● Exercise aim
For this exercise, the reply is the listing below, reproduced exactly.

[[ Supplied information open ]]

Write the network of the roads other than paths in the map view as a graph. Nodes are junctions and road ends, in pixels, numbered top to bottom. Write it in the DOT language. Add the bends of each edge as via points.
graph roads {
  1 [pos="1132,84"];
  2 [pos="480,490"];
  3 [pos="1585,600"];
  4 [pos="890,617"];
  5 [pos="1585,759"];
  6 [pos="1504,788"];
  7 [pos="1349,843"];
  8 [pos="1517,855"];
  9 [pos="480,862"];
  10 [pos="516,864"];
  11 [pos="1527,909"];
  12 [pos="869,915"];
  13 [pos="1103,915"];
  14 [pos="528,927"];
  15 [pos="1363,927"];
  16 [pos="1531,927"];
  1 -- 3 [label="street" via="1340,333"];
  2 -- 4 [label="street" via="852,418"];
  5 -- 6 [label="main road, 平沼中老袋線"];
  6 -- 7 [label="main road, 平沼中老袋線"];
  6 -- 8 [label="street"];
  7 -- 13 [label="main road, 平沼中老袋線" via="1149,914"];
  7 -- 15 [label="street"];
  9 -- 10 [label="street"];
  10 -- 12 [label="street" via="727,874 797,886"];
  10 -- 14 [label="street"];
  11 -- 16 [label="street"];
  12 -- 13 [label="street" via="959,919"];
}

[[ Supplied information closed ]]

● Reply to the exercise
Write the network of the roads other than paths in the map view as a graph. Nodes are junctions and road ends, in pixels, numbered top to bottom. Write it in the DOT language. Add the bends of each edge as via points.
graph roads {
  1 [pos="1132,84"];
  2 [pos="480,490"];
  3 [pos="1585,600"];
  4 [pos="890,617"];
  5 [pos="1585,759"];
  6 [pos="1504,788"];
  7 [pos="1349,843"];
  8 [pos="1517,855"];
  9 [pos="480,862"];
  10 [pos="516,864"];
  11 [pos="1527,909"];
  12 [pos="869,915"];
  13 [pos="1103,915"];
  14 [pos="528,927"];
  15 [pos="1363,927"];
  16 [pos="1531,927"];
  1 -- 3 [label="street" via="1340,333"];
  2 -- 4 [label="street" via="852,418"];
  5 -- 6 [label="main road, 平沼中老袋線"];
  6 -- 7 [label="main road, 平沼中老袋線"];
  6 -- 8 [label="street"];
  7 -- 13 [label="main road, 平沼中老袋線" via="1149,914"];
  7 -- 15 [label="street"];
  9 -- 10 [label="street"];
  10 -- 12 [label="street" via="727,874 797,886"];
  10 -- 14 [label="street"];
  11 -- 16 [label="street"];
  12 -- 13 [label="street" via="959,919"];
}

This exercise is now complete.